Recently we’ve jumped on the can bandwagon by snatching up new releases like Brooklyn Summer Ale and Sixpoint The Crisp. But craft beer isn’t new to cans – we thought it would be nice to highlight a couple of breweries who have really advocated for the use of the can. Oskar Blues and 21st Amendment have been available to us in New York for a while and were some of the first canned craft beers that we tried.
One of the earliest and biggest proponents of the can was Oskar Blues Brewery in Longmont Colorado. Beginning in 2002, Oskar Blues began canning Dale’s Pale Ale and have since expanded canning to the scotch ale, pils, and imperial stout styles. We recently had some Dale’s Pale Ale and it was very fresh, floral and hoppy. According to the Oskar Blues web site aluminum cans have reduced their carbon footprint by 35%. Thankfully, modern aluminum cans have a coating that keeps the beer from actually coming in contact with metal that could impact flavor (no skunking, whew).
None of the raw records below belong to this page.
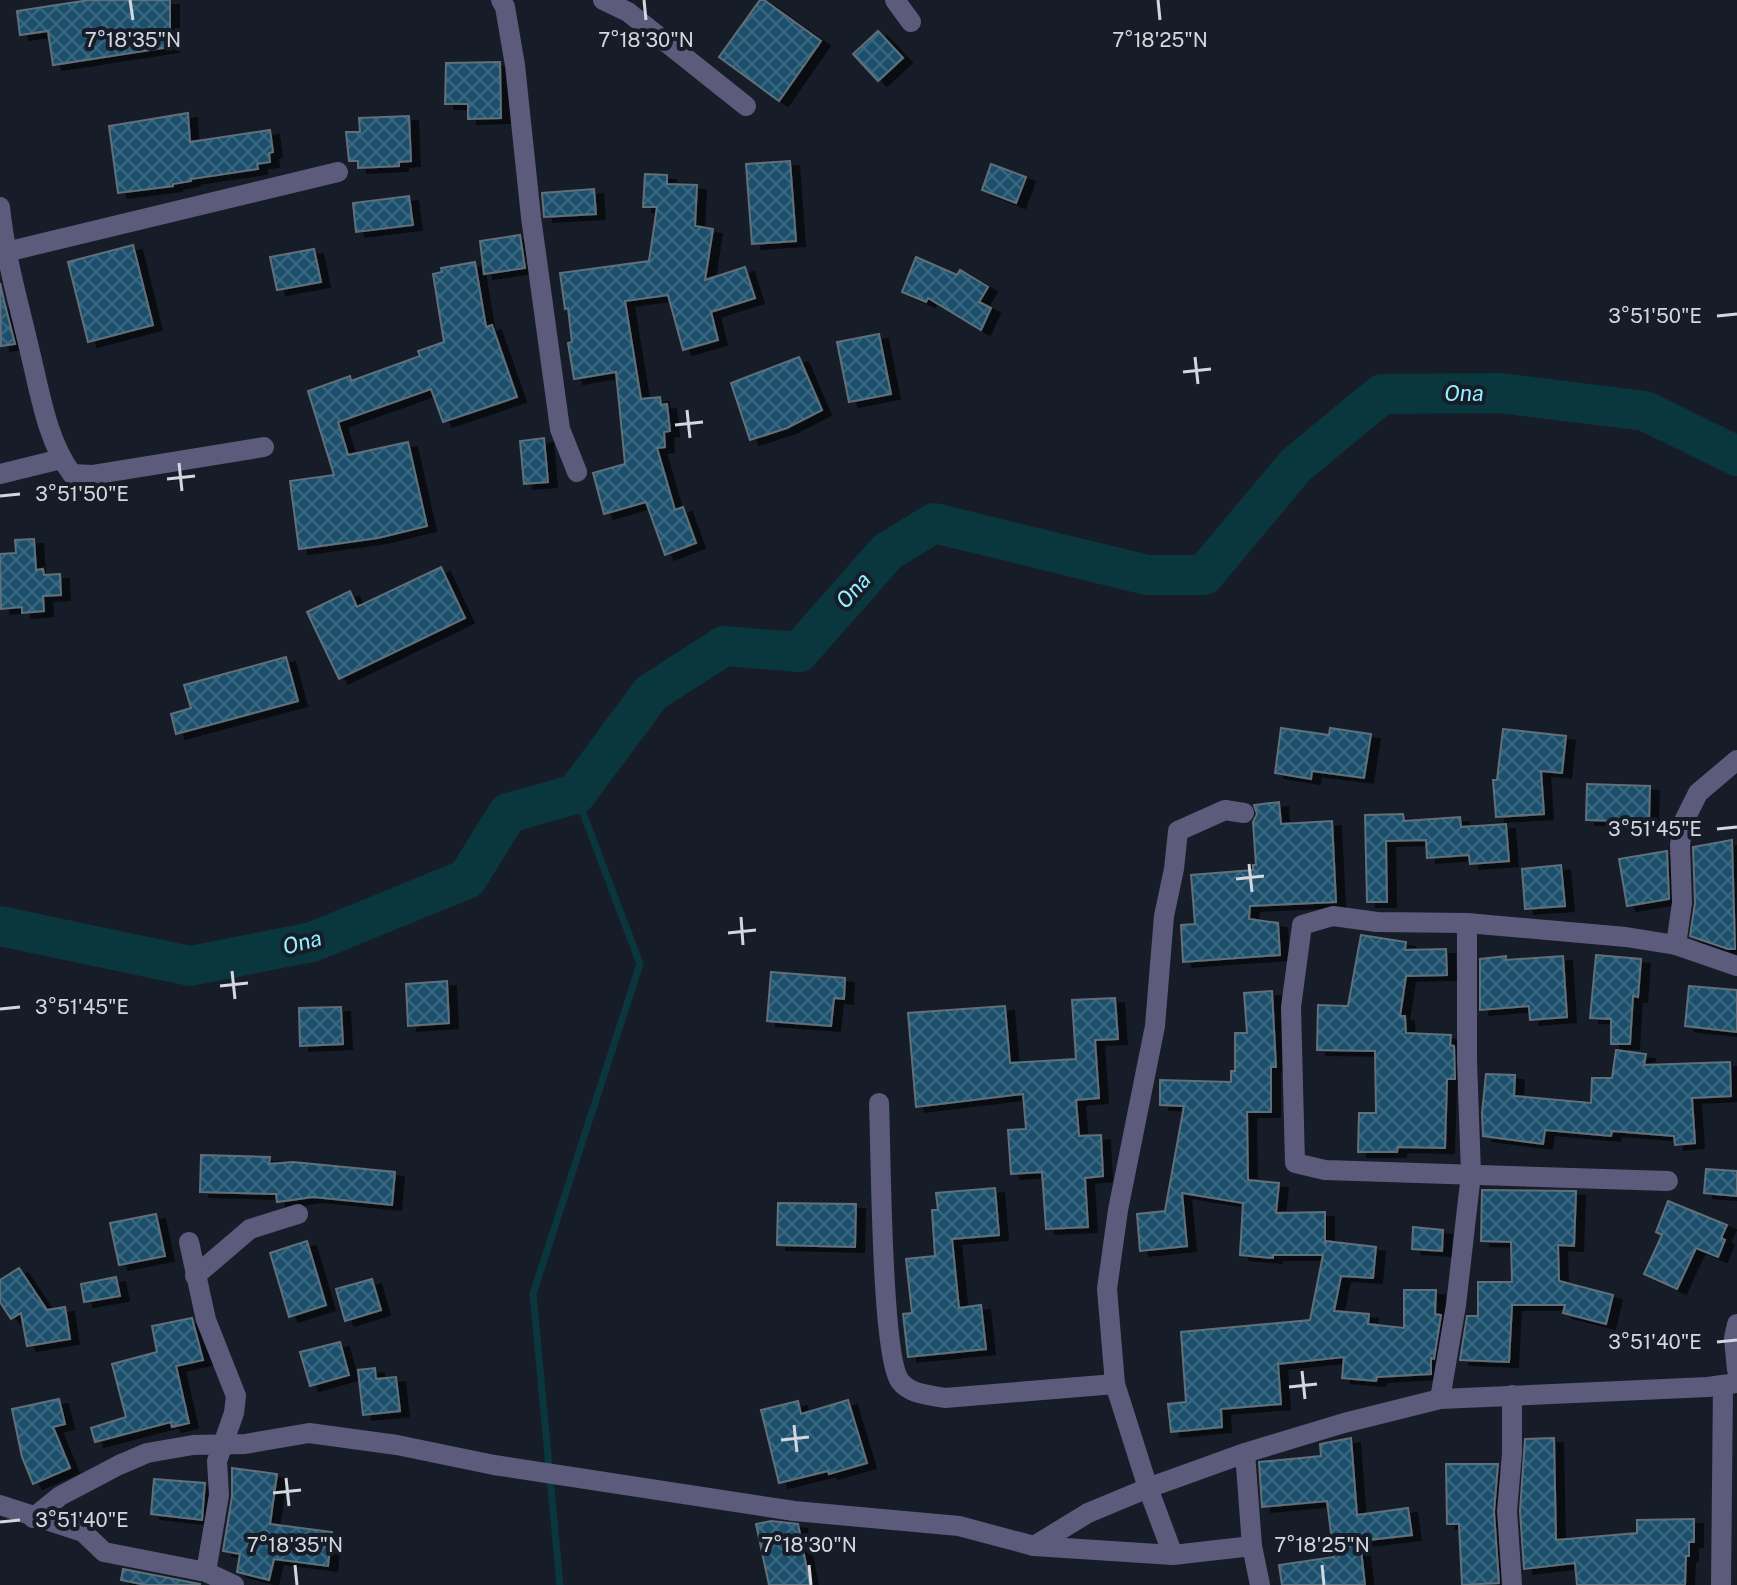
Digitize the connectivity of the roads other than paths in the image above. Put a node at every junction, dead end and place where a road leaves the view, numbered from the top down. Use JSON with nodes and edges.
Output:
{"nodes":[{"id":1,"x":501,"y":0,"type":"edge"},
{"id":2,"x":603,"y":0,"type":"edge"},
{"id":3,"x":895,"y":0,"type":"edge"},
{"id":4,"x":911,"y":22,"type":"dead end"},
{"id":5,"x":746,"y":106,"type":"dead end"},
{"id":6,"x":338,"y":172,"type":"dead end"},
{"id":7,"x":0,"y":207,"type":"edge"},
{"id":8,"x":3,"y":247,"type":"edge"},
{"id":9,"x":264,"y":447,"type":"dead end"},
{"id":10,"x":61,"y":459,"type":"junction"},
{"id":11,"x":577,"y":472,"type":"dead end"},
{"id":12,"x":0,"y":474,"type":"edge"},
{"id":13,"x":1737,"y":760,"type":"edge"},
{"id":14,"x":1244,"y":813,"type":"dead end"},
{"id":15,"x":1467,"y":923,"type":"junction"},
{"id":16,"x":1676,"y":945,"type":"junction"},
{"id":17,"x":1737,"y":966,"type":"edge"},
{"id":18,"x":879,"y":1103,"type":"dead end"},
{"id":19,"x":1471,"y":1174,"type":"junction"},
{"id":20,"x":1668,"y":1181,"type":"dead end"},
{"id":21,"x":298,"y":1214,"type":"dead end"},
{"id":22,"x":189,"y":1242,"type":"dead end"},
{"id":23,"x":195,"y":1276,"type":"junction"},
{"id":24,"x":1737,"y":1324,"type":"edge"},
{"id":25,"x":1737,"y":1370,"type":"edge"},
{"id":26,"x":1115,"y":1384,"type":"junction"},
{"id":27,"x":1730,"y":1384,"type":"edge"},
{"id":28,"x":1512,"y":1395,"type":"junction"},
{"id":29,"x":1440,"y":1399,"type":"junction"},
{"id":30,"x":224,"y":1446,"type":"junction"},
{"id":31,"x":1245,"y":1453,"type":"junction"},
{"id":32,"x":1148,"y":1488,"type":"junction"},
{"id":33,"x":0,"y":1505,"type":"edge"},
{"id":34,"x":33,"y":1518,"type":"junction"},
{"id":35,"x":1034,"y":1546,"type":"junction"},
{"id":36,"x":1252,"y":1546,"type":"junction"},
{"id":37,"x":1173,"y":1555,"type":"junction"},
{"id":38,"x":206,"y":1572,"type":"junction"},
{"id":39,"x":234,"y":1585,"type":"edge"},
{"id":40,"x":1260,"y":1585,"type":"edge"},
{"id":41,"x":1512,"y":1585,"type":"edge"},
{"id":42,"x":1721,"y":1585,"type":"edge"}],
"edges":[{"from":1,"to":11,"type":"street"},
{"from":2,"to":5,"type":"street"},
{"from":3,"to":4,"type":"street"},
{"from":6,"to":8,"type":"street"},
{"from":7,"to":8,"type":"street"},
{"from":8,"to":10,"type":"street"},
{"from":9,"to":10,"type":"street"},
{"from":10,"to":12,"type":"street"},
{"from":13,"to":16,"type":"street"},
{"from":14,"to":26,"type":"street"},
{"from":15,"to":16,"type":"street"},
{"from":15,"to":19,"type":"street"},
{"from":15,"to":19,"type":"street"},
{"from":16,"to":17,"type":"street"},
{"from":18,"to":26,"type":"street"},
{"from":19,"to":20,"type":"street"},
{"from":19,"to":29,"type":"street"},
{"from":21,"to":23,"type":"street"},
{"from":22,"to":23,"type":"street"},
{"from":23,"to":30,"type":"street"},
{"from":24,"to":25,"type":"street"},
{"from":26,"to":32,"type":"street"},
{"from":27,"to":28,"type":"street"},
{"from":27,"to":42,"type":"street"},
{"from":28,"to":29,"type":"street"},
{"from":28,"to":41,"type":"street"},
{"from":29,"to":31,"type":"street"},
{"from":30,"to":34,"type":"street"},
{"from":30,"to":35,"type":"street"},
{"from":30,"to":38,"type":"street"},
{"from":31,"to":32,"type":"street"},
{"from":31,"to":36,"type":"street"},
{"from":32,"to":35,"type":"street"},
{"from":32,"to":37,"type":"street"},
{"from":33,"to":34,"type":"street"},
{"from":34,"to":38,"type":"street"},
{"from":35,"to":37,"type":"street"},
{"from":36,"to":37,"type":"street"},
{"from":36,"to":40,"type":"street"},
{"from":38,"to":39,"type":"street"}]}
21st Amendment (named for the amendment that ended prohibition), out of San Francisco, cans several of its styles, ranging from wheat beer to black IPA and bitter session beer. Particularly interesting to us is that they canned a Belgian abbey ale called Monk’s Blood. It is sweet with dark fruit flavors, much different than the bright hoppy flavors that seem to lend themselves so well to cans.